As this action is an individual suit and not a class action, Plaintiff may only refer to past acts of discrimination under the continuing violation doctrine established in Richard and not as relevant background evidence. In other words, if “a series of discriminatory acts against an individual constitute a continuing violation, such that acts outside the statute of limitations may be used to establish the employer's liability.” (Alch, supra, 122 Cal.App.4th at p. 370; see Carroll v.

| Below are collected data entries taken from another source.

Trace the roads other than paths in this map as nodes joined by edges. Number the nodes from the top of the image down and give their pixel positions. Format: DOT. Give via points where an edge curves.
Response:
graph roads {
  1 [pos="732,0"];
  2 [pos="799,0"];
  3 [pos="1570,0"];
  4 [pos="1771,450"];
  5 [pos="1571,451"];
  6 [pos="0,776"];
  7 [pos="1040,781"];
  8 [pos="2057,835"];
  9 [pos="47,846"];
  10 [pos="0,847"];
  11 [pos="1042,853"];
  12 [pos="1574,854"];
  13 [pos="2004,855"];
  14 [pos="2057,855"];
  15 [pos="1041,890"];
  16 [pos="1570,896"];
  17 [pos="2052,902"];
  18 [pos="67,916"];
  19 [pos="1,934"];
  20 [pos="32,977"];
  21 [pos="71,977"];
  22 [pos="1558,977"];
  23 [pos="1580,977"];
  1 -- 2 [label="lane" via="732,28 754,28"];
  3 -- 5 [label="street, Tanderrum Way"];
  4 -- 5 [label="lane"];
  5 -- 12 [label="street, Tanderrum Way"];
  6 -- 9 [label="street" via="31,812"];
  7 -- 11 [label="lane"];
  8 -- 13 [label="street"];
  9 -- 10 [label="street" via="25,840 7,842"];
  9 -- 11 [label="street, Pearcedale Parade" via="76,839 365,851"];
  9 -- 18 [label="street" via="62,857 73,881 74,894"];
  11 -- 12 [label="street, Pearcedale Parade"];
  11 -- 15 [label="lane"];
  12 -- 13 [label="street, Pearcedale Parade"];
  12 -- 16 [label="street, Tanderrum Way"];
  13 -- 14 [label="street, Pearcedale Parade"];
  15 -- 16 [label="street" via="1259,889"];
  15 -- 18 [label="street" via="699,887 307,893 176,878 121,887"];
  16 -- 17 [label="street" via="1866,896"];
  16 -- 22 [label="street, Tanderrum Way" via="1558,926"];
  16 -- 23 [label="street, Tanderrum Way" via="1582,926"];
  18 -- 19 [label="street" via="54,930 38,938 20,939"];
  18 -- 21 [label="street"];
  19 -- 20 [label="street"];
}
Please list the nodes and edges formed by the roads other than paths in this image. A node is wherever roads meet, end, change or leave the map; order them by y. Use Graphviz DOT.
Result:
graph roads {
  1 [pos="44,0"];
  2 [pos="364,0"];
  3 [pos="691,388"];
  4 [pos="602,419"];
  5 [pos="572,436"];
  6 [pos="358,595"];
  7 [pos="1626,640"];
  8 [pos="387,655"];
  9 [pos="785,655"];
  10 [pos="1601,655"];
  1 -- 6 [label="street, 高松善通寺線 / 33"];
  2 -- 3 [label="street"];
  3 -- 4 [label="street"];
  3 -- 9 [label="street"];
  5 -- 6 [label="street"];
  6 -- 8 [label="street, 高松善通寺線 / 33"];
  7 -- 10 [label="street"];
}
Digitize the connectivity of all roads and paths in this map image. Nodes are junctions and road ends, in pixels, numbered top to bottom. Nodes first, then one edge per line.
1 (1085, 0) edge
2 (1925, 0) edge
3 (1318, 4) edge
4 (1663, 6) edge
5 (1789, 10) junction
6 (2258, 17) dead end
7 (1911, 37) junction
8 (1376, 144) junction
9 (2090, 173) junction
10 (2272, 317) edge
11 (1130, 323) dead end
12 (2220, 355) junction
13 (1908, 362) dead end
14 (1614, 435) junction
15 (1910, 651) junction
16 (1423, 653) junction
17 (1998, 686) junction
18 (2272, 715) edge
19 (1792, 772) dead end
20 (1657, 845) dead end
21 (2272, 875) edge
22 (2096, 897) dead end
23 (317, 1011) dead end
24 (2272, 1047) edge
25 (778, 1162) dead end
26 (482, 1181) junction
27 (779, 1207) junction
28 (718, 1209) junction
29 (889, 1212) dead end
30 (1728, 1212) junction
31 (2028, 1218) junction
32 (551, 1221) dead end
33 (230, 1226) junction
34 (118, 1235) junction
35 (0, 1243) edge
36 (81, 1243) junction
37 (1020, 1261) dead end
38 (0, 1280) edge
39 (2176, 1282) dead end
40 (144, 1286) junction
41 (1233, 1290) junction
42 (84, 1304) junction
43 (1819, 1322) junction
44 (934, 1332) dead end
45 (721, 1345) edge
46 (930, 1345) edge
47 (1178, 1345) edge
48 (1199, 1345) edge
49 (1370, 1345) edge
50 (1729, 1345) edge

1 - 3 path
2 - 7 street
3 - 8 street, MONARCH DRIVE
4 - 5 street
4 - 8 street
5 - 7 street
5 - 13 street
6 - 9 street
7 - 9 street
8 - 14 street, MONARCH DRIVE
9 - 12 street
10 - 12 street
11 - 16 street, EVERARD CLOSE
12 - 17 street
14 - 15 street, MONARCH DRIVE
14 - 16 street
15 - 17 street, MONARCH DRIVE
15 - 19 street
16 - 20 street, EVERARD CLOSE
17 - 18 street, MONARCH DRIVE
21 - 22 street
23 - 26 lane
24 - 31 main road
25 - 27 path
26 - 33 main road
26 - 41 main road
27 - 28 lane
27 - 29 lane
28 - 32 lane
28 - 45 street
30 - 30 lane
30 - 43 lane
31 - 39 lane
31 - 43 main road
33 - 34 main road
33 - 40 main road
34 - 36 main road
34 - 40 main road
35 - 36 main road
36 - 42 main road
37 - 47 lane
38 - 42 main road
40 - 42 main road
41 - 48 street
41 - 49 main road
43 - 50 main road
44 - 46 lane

City and County of San Francisco (2019) 41 Cal.App.5th 805, 821 [“The [Alch] court distinguished the legal issues presented in systemic discrimination cases from those at issue in cases such as Richards where individual employees seek relief for discrimination inside and outside of the limitations period.”].)

 

Similarly, Plaintiff’s reliance on Amtrak is misplaced as it involved a Title VII  suit and specifically held that barred claims are not actionable and cannot be revived:

 

First, discrete discriminatory acts are not actionable if time barred, even when they are related to acts alleged in timely filed charges. Because each discrete act starts a new clock for filing charges alleging that act the charge must be filed within the 180– or 300–day period after the act occurred. The existence of past acts and the employee's prior knowledge of their occurrence, however, does not bar employees from filing charges about related discrete acts so long as the acts are independently discriminatory and charges addressing those acts are themselves timely filed. Nor does the statute bar an employee from using the prior acts as background evidence to support a timely claim . . . While Morgan alleged that he suffered from numerous discriminatory and retaliatory acts from the date he was hired through the date he was fired, only those acts that occurred within the applicable 300–day filing period are actionable. All prior discrete discriminatory acts are untimely filed and no longer actionable.

 

(Amtrak, supra, 536 U.S. 101 at p. 102-103.)

 

At most, Amtrak supports the assertion that a plaintiff may refer to prior acts in charges filed with the EEOC/CRD but this does not mean that those past acts may be referenced in the complaint of a lawsuit or that, if referenced in the EEOC/CRD charges, those prior acts become actionable and are not time-barred.

 

The court agrees that unless the continuing violation doctrine applies, Plaintiff may not refer to prior acts of discrimination in the Complaint, as those claims are time-barred on their face.

 

The motion to strike is granted with leave to amend.

 

Conclusion

 

Defendant’s motion to strike is granted with leave to amend. Plaintiff is granted 10 days leave to amend. The court sets the OSC RE: Amended Complaint for May 16, 2025, at 8:30 a.m. Defendant to give notice.

 



[1] Pursuant to CCP § 435.5(a), the meet and confer requirement has been met. (Johnson Decl., ¶ 3.)